Die Freie Demokratische Partei (FDP) hat einen neuen Bundesvorsitzenden gewählt, Wolfgang Kubicki. Allerdings zeigte sich, dass nur knapp 60 Prozent der FDP-Mitglieder hinter ihm stehen, während die Gegenkandidatin Marie-Agnes Strack-Zimmermann mit 40 Prozent Unterstützung eine starke Position behauptet hat.
Dies führt zu einer zerrissenen Partei und verstärkt den Konflikt zwischen den Liberalen und denen, die sich mit dem grün-roten Konsens arrangiert haben.

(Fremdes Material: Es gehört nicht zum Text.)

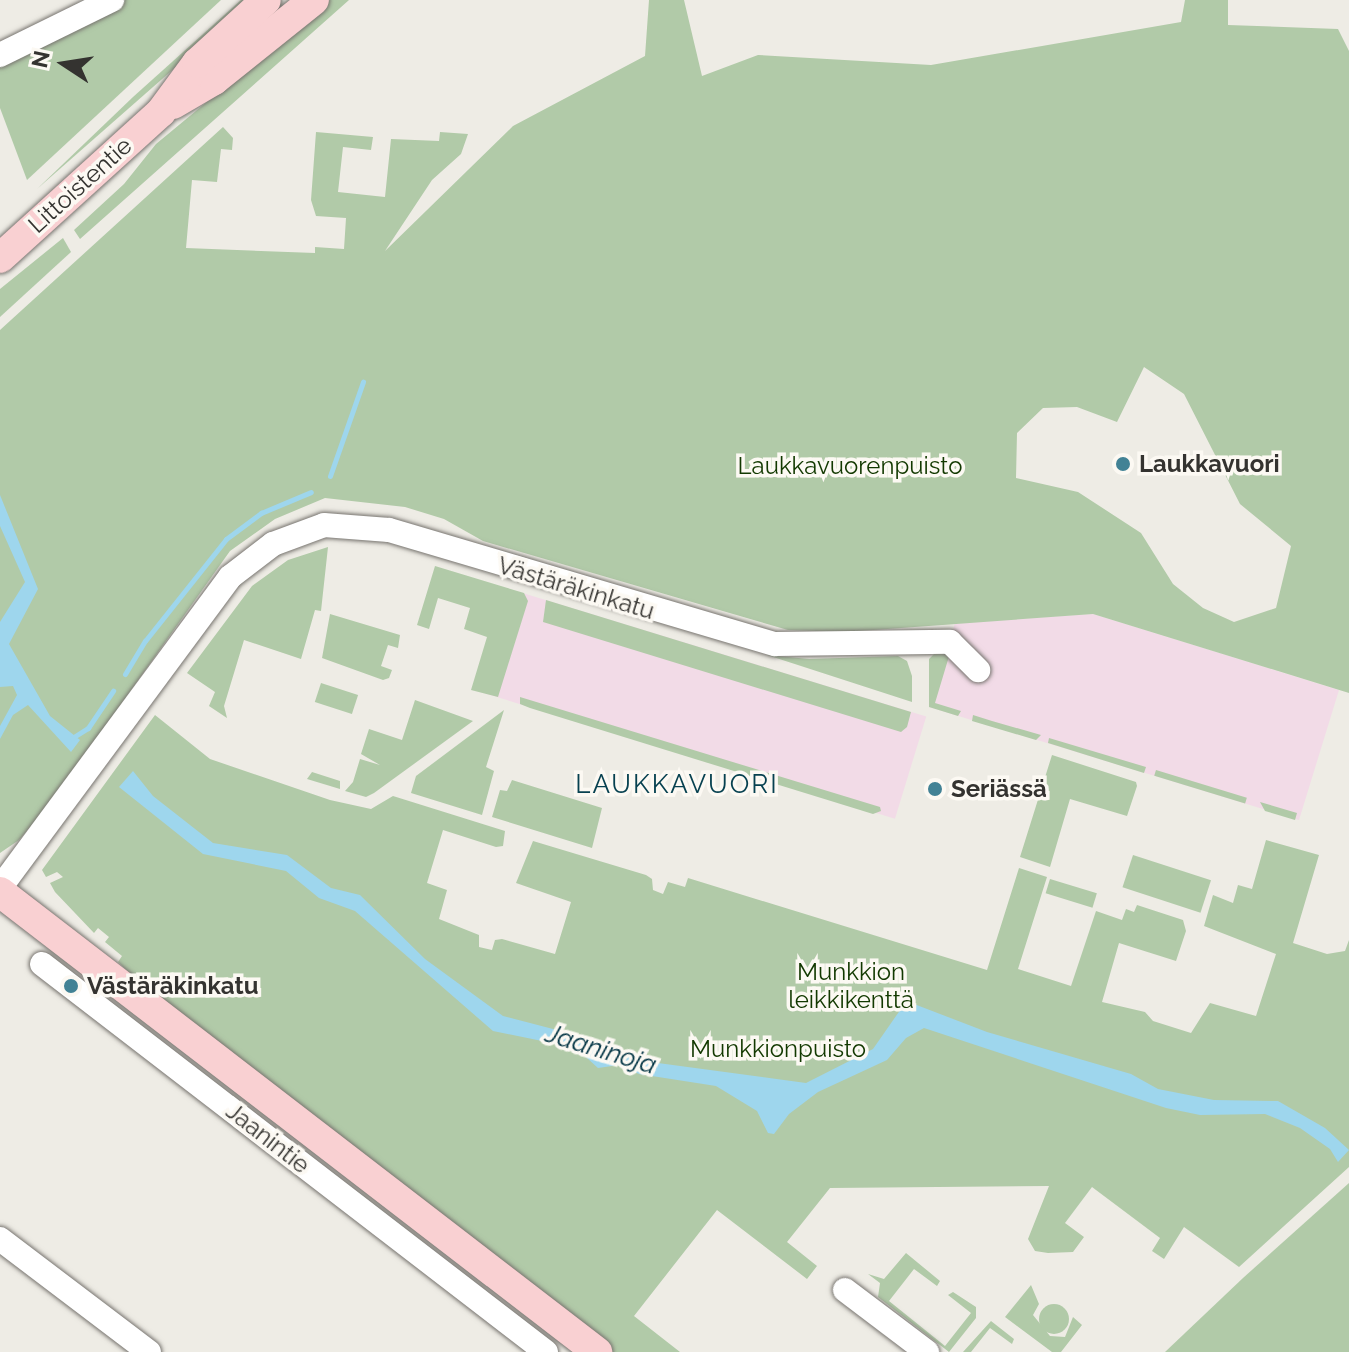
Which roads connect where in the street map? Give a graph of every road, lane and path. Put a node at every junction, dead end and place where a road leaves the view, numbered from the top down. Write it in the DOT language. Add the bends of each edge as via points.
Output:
graph roads {
  1 [pos="112,0"];
  2 [pos="266,0"];
  3 [pos="314,0"];
  4 [pos="0,55"];
  5 [pos="161,112"];
  6 [pos="0,258"];
  7 [pos="978,670"];
  8 [pos="0,890"];
  9 [pos="42,964"];
  10 [pos="108,996"];
  11 [pos="0,1239"];
  12 [pos="479,1262"];
  13 [pos="461,1287"];
  14 [pos="845,1290"];
  15 [pos="149,1352"];
  16 [pos="546,1352"];
  17 [pos="597,1352"];
  18 [pos="927,1352"];
  1 -- 4 [label="street"];
  2 -- 5 [label="main road, Littoistentie" via="197,63"];
  3 -- 5 [label="main road, Littoistentie" via="214,80"];
  5 -- 6 [label="main road, Littoistentie"];
  7 -- 8 [label="street, Västäräkinkatu" via="950,642 775,644 389,530 324,525 273,544 230,577"];
  8 -- 10 [label="main road, Jaanintie"];
  9 -- 10 [label="street"];
  10 -- 12 [label="main road, Jaanintie"];
  10 -- 13 [label="street, Jaanintie"];
  11 -- 15 [label="street"];
  12 -- 13 [label="street"];
  12 -- 17 [label="main road, Jaanintie"];
  13 -- 16 [label="street, Jaanintie"];
  14 -- 18 [label="street"];
}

Thomas Kemmerich, der Thüringer Kurzzeit-Ministerpräsident, riet Strack-Zimmermann und ihren Unterstützern, die FDP zu verlassen und sich der EU-Kleinstpartei Volt anzuschließen.
Trotz des fehlenden Gegenkandidaten erreichte Kubickis Generalsekretär Martin Hagen weniger Zustimmung als sein Bundesvorsitzender. Strack-Zimmermann sah in diesem Ergebnis einen Sieg, da sie nun weiß, dass es 60 zu 40 steht und sie fordert Verbindungskraft von Kubicki.